Last year was a time of moderate volcanic activity punctuated by several larger eruptions, including first time events at volcanoes with no previously recorded historical eruptions. Toward the end of 2002, focus was on the eruptions of Mount Etna in Italy, Pago Volcano in Papua New Guinea and Reventador Volcano in Ecuador. Activity at Reventador was the first in 26 years and produced an eruption, which was possibly the largest ever seen in Ecuador. More recently active volcanoes, such as Kilauea in Hawaii, Soufrière Hills on Montserrat, Stromboli in Italy and Piton de la Fournaise in the Indian Ocean all continued their moderate levels of eruptive activity throughout most of 2003.

Two larger eruptions captured scientific attention by the middle of 2003. On April 18, Chikurachi Volcano on Paramushir Island (part of the Kurile volcanic chain, Russia) erupted. The activity sent large ash plumes into the western Pacific air routes and continued until July. Three weeks later on May 10, the first historical eruption of Anatahan Volcano in the Mariana Islands occurred. Scientists deploying seismographs for the Subduction Factory Imaging Project of the Margins Program were in the region and observed the eruption. Satellite images over the next weeks revealed plumes rising as high as 13 kilometers, resulting in closure the Guam International Airport for two days later in May.

Eruptions at both of these remote volcanoes were imaged by numerous satellite sensors, which revealed the thermal output of their craters, the extent and drift direction of their ash clouds, and the flux of sulfur dioxide emanating from their plumes. Such measurements commonly provide the first confirmation of a remote eruption and are critical tools for the world's Volcanic Ash Advisory Centers (VAAC), which are charged with issuing warnings to aircraft.

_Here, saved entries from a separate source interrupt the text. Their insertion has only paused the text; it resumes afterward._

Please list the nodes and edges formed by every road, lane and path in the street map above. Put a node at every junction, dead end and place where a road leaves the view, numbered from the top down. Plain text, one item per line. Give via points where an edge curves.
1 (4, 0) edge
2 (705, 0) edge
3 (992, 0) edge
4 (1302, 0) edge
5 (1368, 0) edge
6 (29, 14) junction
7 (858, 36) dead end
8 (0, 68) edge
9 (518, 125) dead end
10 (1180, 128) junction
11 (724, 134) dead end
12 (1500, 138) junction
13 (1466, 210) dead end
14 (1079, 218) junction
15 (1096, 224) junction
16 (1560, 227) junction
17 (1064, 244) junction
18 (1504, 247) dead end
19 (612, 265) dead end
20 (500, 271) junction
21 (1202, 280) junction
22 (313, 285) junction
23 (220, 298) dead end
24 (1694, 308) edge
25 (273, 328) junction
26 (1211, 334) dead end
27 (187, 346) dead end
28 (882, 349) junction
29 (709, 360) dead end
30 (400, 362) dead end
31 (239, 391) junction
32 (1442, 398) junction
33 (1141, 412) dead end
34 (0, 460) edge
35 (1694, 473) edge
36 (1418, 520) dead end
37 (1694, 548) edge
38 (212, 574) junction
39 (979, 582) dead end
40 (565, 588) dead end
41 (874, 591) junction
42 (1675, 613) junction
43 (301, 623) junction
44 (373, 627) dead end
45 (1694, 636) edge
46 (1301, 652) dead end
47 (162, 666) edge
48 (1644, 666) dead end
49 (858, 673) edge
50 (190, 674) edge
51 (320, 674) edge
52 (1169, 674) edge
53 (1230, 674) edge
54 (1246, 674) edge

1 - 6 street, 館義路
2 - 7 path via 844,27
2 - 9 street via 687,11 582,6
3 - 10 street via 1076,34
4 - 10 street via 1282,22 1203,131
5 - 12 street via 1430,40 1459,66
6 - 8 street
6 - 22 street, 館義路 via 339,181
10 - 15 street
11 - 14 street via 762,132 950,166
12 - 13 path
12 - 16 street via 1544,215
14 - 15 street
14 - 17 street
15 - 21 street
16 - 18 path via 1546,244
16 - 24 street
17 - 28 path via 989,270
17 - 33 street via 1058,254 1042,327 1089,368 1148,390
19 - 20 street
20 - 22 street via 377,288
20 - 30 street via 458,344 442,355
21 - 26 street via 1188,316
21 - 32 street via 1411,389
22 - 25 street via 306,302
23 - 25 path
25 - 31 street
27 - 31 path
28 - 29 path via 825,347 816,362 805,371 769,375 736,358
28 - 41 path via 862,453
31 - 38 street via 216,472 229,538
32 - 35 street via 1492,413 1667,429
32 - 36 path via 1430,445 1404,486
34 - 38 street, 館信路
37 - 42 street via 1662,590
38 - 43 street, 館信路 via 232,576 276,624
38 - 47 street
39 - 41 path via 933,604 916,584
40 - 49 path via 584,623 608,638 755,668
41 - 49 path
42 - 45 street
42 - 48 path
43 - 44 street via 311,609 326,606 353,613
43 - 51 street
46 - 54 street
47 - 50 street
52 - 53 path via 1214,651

Global observations of volcanic unrest and eruption hazards are also key programs for many of the satellite instruments orbiting Earth. These observations vary depending on the wavelength region observed and the availability and timing of the data received. One such program is the MODIS Thermal Alert website (http://modis.higp.hawaii.edu/). Described by Robert Wright and colleagues at the University of Hawaii in a recent Remote Sensing of the Environment (v. 82, p. 135- 155), it is the first truly global high-temperature thermal monitoring system for volcanic activity.

Commonly, these satellite observations are the only means to positively confirm an eruption has occurred and to monitor the extent of the subsequent hazards. Two noteworthy examples of such observations were reported in 2003.

Data collected by the MODIS thermal alert program has been archived since early 2000. Dave Rothery and Diego Coppola recently reexamined the data for remote volcanoes in Melanasia and the Indian Ocean (Bulletin of the Global Volcanism Network, v. 28, n. 1, p. 2-16). The program recorded thermal alerts at Big Ben Volcano on Heard Island in the southern Indian Ocean between May 13, 2000 and January 30, 2003. Although several sub-glacial eruptions were reported for this volcano in historical time, observations are rare. Based on the MODIS data, it appears likely that a lava flow was emplaced at Big Ben.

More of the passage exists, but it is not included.